幕府は列国による内政干渉や尊王攘夷の昂揚など緊迫した政治状勢の危機に対処し、幕府兵力の充実をはかるため、文久二年(一八六二)に兵制の改革を断行し、幕府軍を近代的な軍隊に組みかえようとした。このとき一般の農民からも強壮な若者を徴用し、幕府の歩兵組に編成しようとはかった。この農民から徴用した兵士を、兵歩あるいは兵賦と称した。
兵歩は代官支配所単位に高一〇〇〇石につき兵歩人足一人あたりの割合で徴発されたので、代官支配所ごとに最寄町村が組合をつくって兵歩を選出した。
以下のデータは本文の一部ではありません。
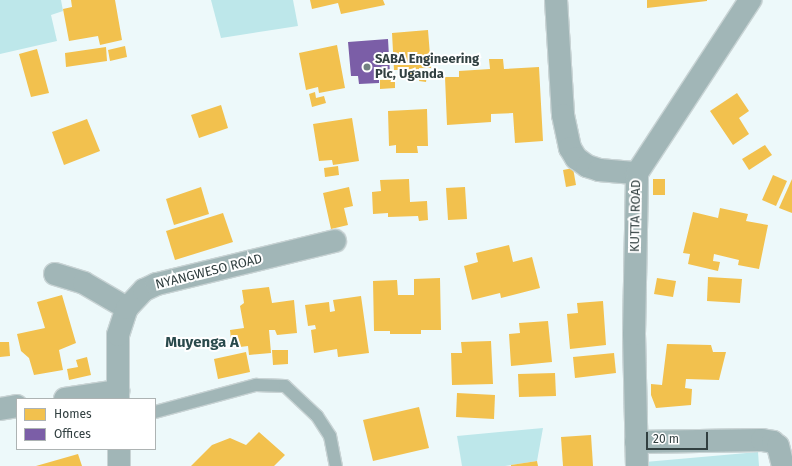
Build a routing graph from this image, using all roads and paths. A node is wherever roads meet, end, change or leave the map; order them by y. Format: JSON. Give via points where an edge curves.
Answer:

越谷地域においても、越ヶ谷町をはじめ周辺二町一三か村、高四〇〇〇余石の地域町村が組合を組織し、慶応元年(一八六五)四人の兵歩を選んで幕府の兵歩屯所におくりこんだ。この兵歩の給金は一人あたり一か年三〇両であったが、この給金は村々の高割合によって組合が負担した。兵歩は制服や銃その他脇差などが支給され、屯所と呼ばれた江戸の訓練所に収容されたが、ここでは一組五人に編成され、きびしい洋式教練をうけた。ことに兵歩が宿舎で生活するうえでは内務規則や外出の門限規則などが設けられていたが、この規定に違反したときは容赦なく罰が加えられた。とくに脱走の罪は重く、一定の期間を経ても帰営しないときは、人別帳(戸籍薄)からはずされ、郷里の関係者がお咎めにあうこともあった。
慶応元年十二月、八条領兵歩組合から兵歩に徴用された蒲生村の伊之助が、兵歩屯所から逃亡して帰営しなかった。このため代官役所のきびしい取調べをうけ蒲生村の役人は過料の罰、親・兄弟・五人組の者までお叱りの罰をうけ、伊之助は人別帳からはずされた。
その後、各所を逃げまわっていた伊之助は、慶応四年四月、蒲生村の隣村青柳村で逮捕された。
しかし、幕府はすでに崩壊した後であったので、間もなく釈放されたが、伊之助は村役人などに迷惑をかけていたこともあって蒲生村に戻ることもできず、同年六月、実家から金五両の金子を与えられて、何処ともなく去っていった。
なお、兵歩屯所は、慶応四年一月の鳥羽・伏見の戦後解散されたが、同年二月郷里に帰る途中の兵歩の一団が越ヶ谷町で乱暴を働いている。このとき被害をうけた者には、金三七両を強奪された越ヶ谷本町奈良屋新八後家しも、金二〇両と晒木綿一〇反を奪われた中町の伊勢屋太兵衛をはじめ数多くの被害者がいる。またこのとき越ヶ谷町に置き捨てられていった兵歩の持物には、鉄砲・脇差・背負文庫・大刀・提灯などがあった。
明治維新期における混乱した世相の一こまである。